WORK ITEM =>
Leave out the pictures and repeat the entries below verbatim.

[Stored data]
= Beginning of Section =
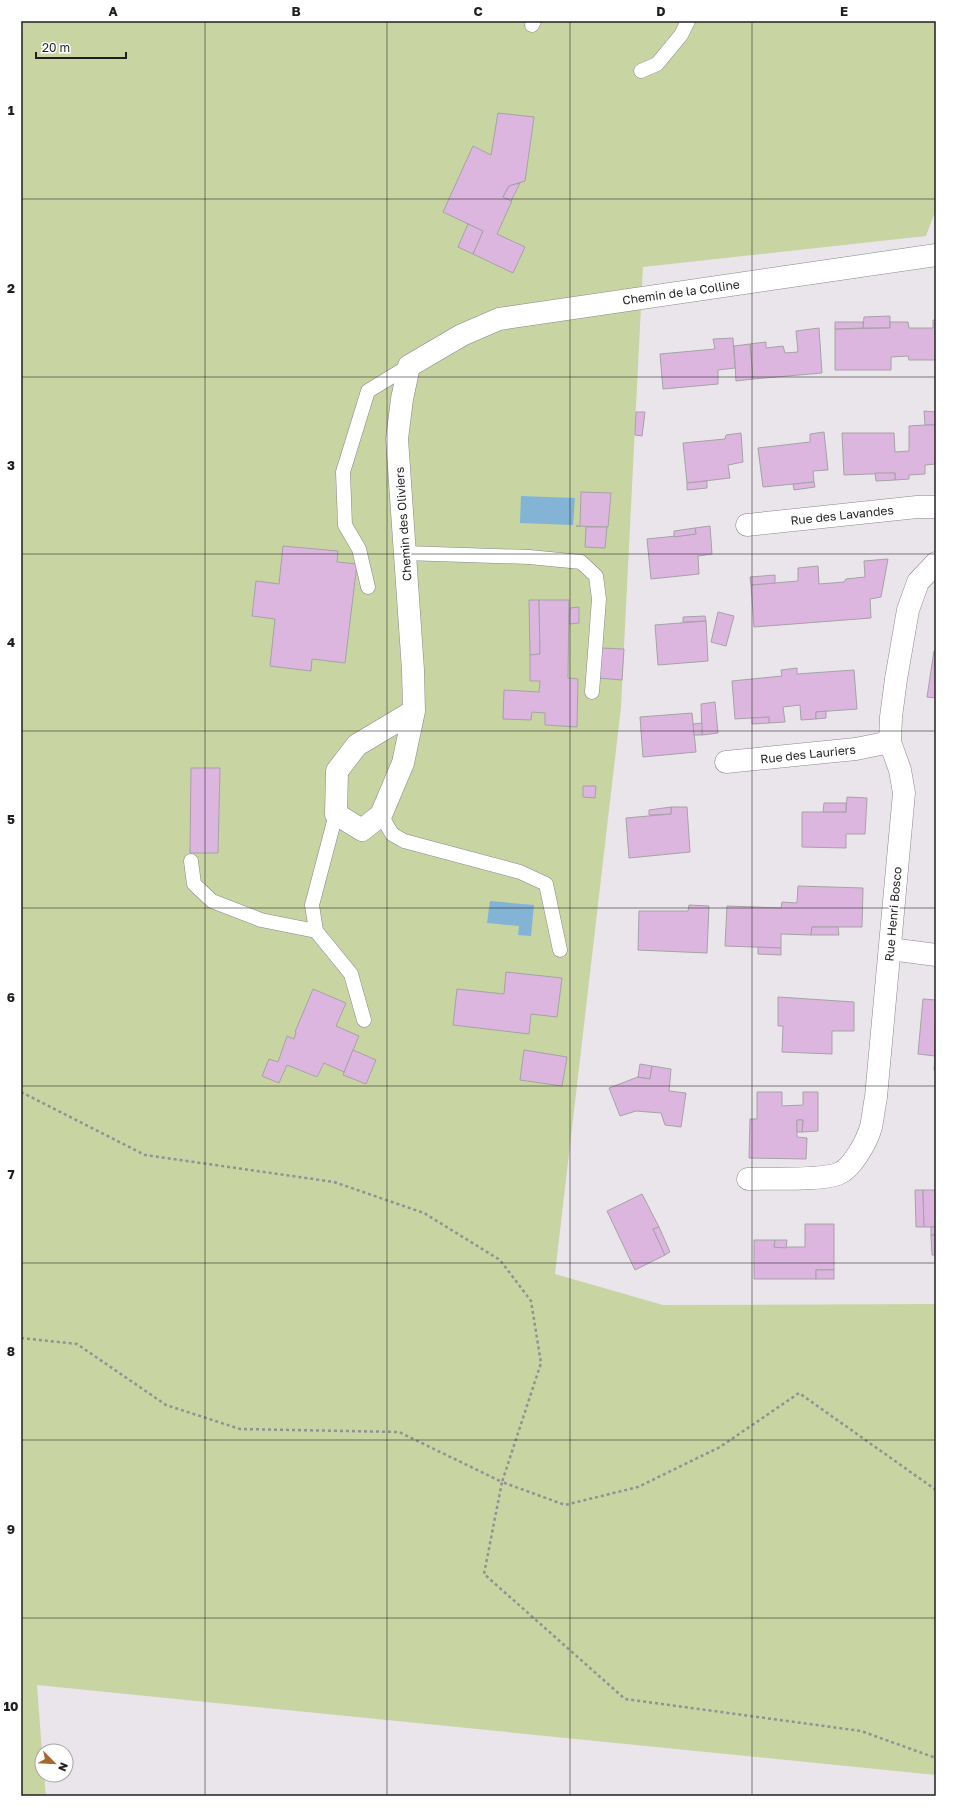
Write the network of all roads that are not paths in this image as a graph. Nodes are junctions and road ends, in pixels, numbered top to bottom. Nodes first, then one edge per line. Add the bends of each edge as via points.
1 (688, 21) edge
2 (641, 71) dead end
3 (936, 255) edge
4 (409, 366) junction
5 (936, 507) edge
6 (747, 525) dead end
7 (404, 553) junction
8 (936, 563) edge
9 (368, 587) dead end
10 (592, 692) dead end
11 (414, 711) junction
12 (890, 742) junction
13 (726, 762) dead end
14 (336, 814) junction
15 (381, 815) junction
16 (191, 861) dead end
17 (316, 931) junction
18 (890, 949) junction
19 (560, 950) dead end
20 (936, 955) edge
21 (364, 1020) dead end
22 (748, 1179) dead end

1 - 2 lane via 681,35 657,64
3 - 4 street, Chemin de la Colline via 500,318 462,335
4 - 7 street, Chemin des Oliviers via 397,439
4 - 9 lane via 368,391 343,472 345,525 360,550
5 - 6 street, Rue des Lavandes
7 - 10 lane via 581,562 596,576 598,599
7 - 11 street, Chemin des Oliviers
8 - 12 street, Rue Henri Bosco via 918,582 908,610 896,679
11 - 14 street via 357,745 341,766 338,771
11 - 15 street, Chemin des Oliviers via 403,763
12 - 13 street, Rue des Lauriers via 856,749
12 - 18 street, Rue Henri Bosco via 900,770 904,793
14 - 15 street, Chemin des Oliviers via 362,830
14 - 17 lane via 312,906
15 - 19 lane via 392,834 404,842 520,872 546,884
16 - 17 lane via 194,884 212,901 261,920
17 - 21 lane via 351,974
18 - 20 street
18 - 22 street, Rue Henri Bosco via 876,1097 871,1127 863,1145 848,1167 838,1174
= End of Section =
RESULT FOR THIS EXERCISE =>
Write the network of all roads that are not paths in this image as a graph. Nodes are junctions and road ends, in pixels, numbered top to bottom. Nodes first, then one edge per line. Add the bends of each edge as via points.
1 (688, 21) edge
2 (641, 71) dead end
3 (936, 255) edge
4 (409, 366) junction
5 (936, 507) edge
6 (747, 525) dead end
7 (404, 553) junction
8 (936, 563) edge
9 (368, 587) dead end
10 (592, 692) dead end
11 (414, 711) junction
12 (890, 742) junction
13 (726, 762) dead end
14 (336, 814) junction
15 (381, 815) junction
16 (191, 861) dead end
17 (316, 931) junction
18 (890, 949) junction
19 (560, 950) dead end
20 (936, 955) edge
21 (364, 1020) dead end
22 (748, 1179) dead end

1 - 2 lane via 681,35 657,64
3 - 4 street, Chemin de la Colline via 500,318 462,335
4 - 7 street, Chemin des Oliviers via 397,439
4 - 9 lane via 368,391 343,472 345,525 360,550
5 - 6 street, Rue des Lavandes
7 - 10 lane via 581,562 596,576 598,599
7 - 11 street, Chemin des Oliviers
8 - 12 street, Rue Henri Bosco via 918,582 908,610 896,679
11 - 14 street via 357,745 341,766 338,771
11 - 15 street, Chemin des Oliviers via 403,763
12 - 13 street, Rue des Lauriers via 856,749
12 - 18 street, Rue Henri Bosco via 900,770 904,793
14 - 15 street, Chemin des Oliviers via 362,830
14 - 17 lane via 312,906
15 - 19 lane via 392,834 404,842 520,872 546,884
16 - 17 lane via 194,884 212,901 261,920
17 - 21 lane via 351,974
18 - 20 street
18 - 22 street, Rue Henri Bosco via 876,1097 871,1127 863,1145 848,1167 838,1174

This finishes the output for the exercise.